Dormir é o novo bloco: um manifesto bem-humorado a favor da Quarta-Feira de Cinzas
Entre trios elétricos, filas de banheiro químico e BOs, há quem prefira trocar o confete por um travesseiro — e os dados mostram que escolha pode ser mais sensata
Espaço Prisma|Héctor Farto, especial para o R7

Há uma decisão que divide o Brasil mais do que axé versus samba: pular Carnaval ou simplesmente… dormir. Sim, dormir. Fechar os olhos na sexta-feira à noite e só reaparecer na Quarta-Feira de Cinzas, hidratado, com a coluna alinhada e a dignidade intacta. Enquanto milhões saem às ruas atrás do bloco, há um grupo silencioso — e cada vez maior — que escolhe o bloco do pijama. E, curiosamente, os números estão do lado deles.
Comecemos pelos fatos, porque até o descanso merece embasamento. Dados recorrentes das secretarias de segurança mostram que o Carnaval é, historicamente, um período de aumento expressivo de ocorrências policiais nas grandes cidades. Em São Paulo e no Rio de Janeiro, por exemplo, os registros de furtos e roubos durante o feriado costumam crescer de 20% a 40% em relação a semanas comuns. Celular, carteira, documento, cartão — tudo entra no ritmo do “perdeu”. Não é azar, é estatística.
Some a isso os episódios de violência. Brigas generalizadas, agressões físicas e até crimes mais graves costumam se concentrar nos dias de folia. O álcool corre solto, o calor ajuda pouco e a paciência coletiva evapora mais rápido do que o gelo do isopor. Hospitais registram aumento de atendimentos por quedas, traumas e intoxicação alcoólica. O corpo humano, ao que tudo indica, não foi projetado para sobreviver a quatro dias seguidos de sol, multidão e latinha quente.

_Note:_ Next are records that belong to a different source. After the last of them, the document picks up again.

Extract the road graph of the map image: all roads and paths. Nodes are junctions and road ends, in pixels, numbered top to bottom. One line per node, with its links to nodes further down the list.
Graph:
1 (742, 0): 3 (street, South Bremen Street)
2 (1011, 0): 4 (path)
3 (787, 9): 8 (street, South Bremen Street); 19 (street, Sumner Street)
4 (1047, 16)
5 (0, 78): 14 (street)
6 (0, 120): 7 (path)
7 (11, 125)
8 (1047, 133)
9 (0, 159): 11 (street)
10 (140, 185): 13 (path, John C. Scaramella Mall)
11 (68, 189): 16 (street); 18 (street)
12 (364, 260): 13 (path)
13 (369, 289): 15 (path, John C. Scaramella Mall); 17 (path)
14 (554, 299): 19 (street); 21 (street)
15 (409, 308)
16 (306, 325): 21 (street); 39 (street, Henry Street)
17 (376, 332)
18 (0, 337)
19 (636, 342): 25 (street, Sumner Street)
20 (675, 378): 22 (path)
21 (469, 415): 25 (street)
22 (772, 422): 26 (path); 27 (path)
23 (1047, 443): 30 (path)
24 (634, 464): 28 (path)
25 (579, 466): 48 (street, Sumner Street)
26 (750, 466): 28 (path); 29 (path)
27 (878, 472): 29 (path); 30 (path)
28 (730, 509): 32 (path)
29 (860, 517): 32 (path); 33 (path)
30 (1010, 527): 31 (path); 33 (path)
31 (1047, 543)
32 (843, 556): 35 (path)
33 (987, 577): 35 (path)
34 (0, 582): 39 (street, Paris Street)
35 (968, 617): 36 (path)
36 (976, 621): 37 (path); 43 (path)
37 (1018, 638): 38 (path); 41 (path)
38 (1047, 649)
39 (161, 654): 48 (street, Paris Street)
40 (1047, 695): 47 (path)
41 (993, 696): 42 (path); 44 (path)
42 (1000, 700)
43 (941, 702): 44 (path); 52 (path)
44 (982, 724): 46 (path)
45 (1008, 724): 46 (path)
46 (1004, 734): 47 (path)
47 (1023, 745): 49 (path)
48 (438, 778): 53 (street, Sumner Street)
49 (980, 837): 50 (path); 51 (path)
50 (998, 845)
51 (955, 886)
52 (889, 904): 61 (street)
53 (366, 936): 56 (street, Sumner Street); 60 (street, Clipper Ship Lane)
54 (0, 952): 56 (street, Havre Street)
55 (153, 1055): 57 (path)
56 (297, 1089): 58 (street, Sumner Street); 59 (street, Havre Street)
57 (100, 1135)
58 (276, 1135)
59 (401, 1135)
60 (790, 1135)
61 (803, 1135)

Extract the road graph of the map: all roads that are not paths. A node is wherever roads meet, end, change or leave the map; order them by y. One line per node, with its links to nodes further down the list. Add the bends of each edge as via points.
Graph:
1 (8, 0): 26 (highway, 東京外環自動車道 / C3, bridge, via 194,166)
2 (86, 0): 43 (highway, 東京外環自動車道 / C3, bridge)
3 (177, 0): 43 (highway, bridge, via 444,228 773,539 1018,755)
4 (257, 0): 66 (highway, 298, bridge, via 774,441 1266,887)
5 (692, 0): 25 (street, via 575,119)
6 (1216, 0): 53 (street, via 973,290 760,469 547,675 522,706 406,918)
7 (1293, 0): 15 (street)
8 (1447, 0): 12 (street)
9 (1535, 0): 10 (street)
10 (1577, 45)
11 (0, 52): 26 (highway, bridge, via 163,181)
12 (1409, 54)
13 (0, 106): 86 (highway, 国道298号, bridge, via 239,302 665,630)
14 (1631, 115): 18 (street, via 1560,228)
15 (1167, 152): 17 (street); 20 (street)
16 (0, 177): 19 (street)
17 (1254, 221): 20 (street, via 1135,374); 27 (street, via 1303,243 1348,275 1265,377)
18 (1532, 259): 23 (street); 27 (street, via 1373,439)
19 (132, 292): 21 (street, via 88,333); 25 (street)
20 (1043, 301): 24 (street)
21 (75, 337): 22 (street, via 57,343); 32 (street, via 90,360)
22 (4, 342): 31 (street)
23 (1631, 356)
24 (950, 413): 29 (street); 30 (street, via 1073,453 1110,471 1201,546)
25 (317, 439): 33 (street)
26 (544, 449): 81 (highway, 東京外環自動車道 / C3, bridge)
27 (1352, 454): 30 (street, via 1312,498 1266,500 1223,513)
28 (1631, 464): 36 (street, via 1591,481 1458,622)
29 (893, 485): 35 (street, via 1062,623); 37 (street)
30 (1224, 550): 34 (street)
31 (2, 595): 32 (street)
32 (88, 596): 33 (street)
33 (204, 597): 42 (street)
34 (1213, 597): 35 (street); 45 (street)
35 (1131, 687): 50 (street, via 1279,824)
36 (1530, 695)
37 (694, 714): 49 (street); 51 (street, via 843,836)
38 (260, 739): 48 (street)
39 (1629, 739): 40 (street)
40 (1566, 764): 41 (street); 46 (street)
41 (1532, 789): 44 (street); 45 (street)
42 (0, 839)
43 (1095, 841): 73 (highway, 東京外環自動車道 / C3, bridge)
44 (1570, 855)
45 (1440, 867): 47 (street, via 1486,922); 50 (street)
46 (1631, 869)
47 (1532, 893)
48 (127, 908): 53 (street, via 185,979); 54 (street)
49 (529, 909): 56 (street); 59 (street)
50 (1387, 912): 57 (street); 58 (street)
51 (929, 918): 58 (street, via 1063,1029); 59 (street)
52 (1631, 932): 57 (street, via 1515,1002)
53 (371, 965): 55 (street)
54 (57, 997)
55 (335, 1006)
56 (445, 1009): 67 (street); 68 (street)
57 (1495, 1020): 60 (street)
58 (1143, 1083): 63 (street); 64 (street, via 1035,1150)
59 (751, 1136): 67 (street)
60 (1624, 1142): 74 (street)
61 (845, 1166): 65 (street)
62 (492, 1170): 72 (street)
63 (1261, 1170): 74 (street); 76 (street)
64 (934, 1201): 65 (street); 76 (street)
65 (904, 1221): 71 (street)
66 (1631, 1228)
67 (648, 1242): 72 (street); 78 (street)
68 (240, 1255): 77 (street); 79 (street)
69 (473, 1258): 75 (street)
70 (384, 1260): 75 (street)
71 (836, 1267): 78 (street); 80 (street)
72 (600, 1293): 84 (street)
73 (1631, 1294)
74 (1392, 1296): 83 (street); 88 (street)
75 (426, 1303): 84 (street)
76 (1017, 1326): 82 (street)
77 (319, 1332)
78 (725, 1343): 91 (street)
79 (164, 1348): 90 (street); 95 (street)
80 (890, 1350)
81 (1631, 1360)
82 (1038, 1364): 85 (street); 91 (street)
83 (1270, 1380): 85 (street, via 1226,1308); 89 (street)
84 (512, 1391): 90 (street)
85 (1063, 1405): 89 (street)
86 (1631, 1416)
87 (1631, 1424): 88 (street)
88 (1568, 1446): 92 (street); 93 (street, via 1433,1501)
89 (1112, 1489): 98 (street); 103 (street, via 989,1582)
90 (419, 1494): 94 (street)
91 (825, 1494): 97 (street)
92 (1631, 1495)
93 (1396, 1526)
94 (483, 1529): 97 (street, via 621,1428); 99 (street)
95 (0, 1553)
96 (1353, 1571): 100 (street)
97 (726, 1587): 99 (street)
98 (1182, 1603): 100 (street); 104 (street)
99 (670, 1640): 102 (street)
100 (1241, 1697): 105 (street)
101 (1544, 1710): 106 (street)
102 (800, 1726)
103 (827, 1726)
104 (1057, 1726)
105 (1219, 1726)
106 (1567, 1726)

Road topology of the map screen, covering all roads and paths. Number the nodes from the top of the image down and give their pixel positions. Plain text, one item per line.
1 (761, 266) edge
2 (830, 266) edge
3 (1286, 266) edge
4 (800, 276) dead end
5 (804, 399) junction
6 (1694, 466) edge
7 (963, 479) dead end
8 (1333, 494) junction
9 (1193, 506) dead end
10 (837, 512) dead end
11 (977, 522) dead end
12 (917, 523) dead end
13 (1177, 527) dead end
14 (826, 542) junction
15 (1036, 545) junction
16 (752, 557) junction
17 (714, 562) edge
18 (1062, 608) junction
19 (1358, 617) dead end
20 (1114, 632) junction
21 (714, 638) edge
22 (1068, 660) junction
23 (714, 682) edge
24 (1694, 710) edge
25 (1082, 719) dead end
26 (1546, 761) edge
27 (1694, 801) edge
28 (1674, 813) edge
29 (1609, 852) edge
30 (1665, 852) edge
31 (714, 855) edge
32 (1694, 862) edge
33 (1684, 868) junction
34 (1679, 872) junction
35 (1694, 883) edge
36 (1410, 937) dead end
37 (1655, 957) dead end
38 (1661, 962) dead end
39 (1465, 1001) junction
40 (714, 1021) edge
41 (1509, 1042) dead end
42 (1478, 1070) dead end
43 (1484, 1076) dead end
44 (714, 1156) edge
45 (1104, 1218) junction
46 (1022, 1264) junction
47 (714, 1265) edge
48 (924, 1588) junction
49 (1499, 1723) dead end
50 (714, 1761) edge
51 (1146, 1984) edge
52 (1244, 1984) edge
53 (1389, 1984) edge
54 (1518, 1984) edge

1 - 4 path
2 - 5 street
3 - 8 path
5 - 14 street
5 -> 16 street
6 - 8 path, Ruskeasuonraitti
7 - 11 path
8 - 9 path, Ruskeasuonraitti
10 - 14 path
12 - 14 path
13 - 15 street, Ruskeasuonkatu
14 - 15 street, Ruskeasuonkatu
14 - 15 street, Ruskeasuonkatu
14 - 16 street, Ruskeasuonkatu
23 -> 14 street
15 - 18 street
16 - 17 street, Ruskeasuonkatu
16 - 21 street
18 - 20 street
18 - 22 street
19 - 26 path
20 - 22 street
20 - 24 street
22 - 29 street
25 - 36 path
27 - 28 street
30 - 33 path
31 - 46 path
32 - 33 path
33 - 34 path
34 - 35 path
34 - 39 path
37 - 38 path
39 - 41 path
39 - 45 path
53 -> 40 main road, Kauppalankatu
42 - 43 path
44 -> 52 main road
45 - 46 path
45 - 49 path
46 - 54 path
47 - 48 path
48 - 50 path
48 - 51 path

E há um tema que já não cabe mais debaixo do tapete colorido: o assédio. Campanhas educativas se multiplicam justamente porque o problema é real. Pesquisas indicam que uma parcela significativa das mulheres relata ter sofrido algum tipo de assédio durante o Carnaval, do verbal ao físico. Fantasia não é convite, mas infelizmente ainda há quem confunda purpurina com autorização. Para muita gente, isso transforma a festa em um território de alerta permanente, não de alegria.
Agora, olhemos para o outro lado da avenida: o quarto escuro, o ar-condicionado em modo “Antártida” e o despertador desligado. Dormir bem não é só prazer — é saúde pública. Estudos mostram que a privação de sono afeta o humor, a memória, a imunidade e até o sistema cardiovascular. Dormir mal aumenta o risco de acidentes, decisões ruins e irritação gratuita (inclusive com quem ama Carnaval). Colocar o sono em dia reduz o estresse, melhora a concentração e dá aquela sensação rara de acordar sem negociar com a própria consciência.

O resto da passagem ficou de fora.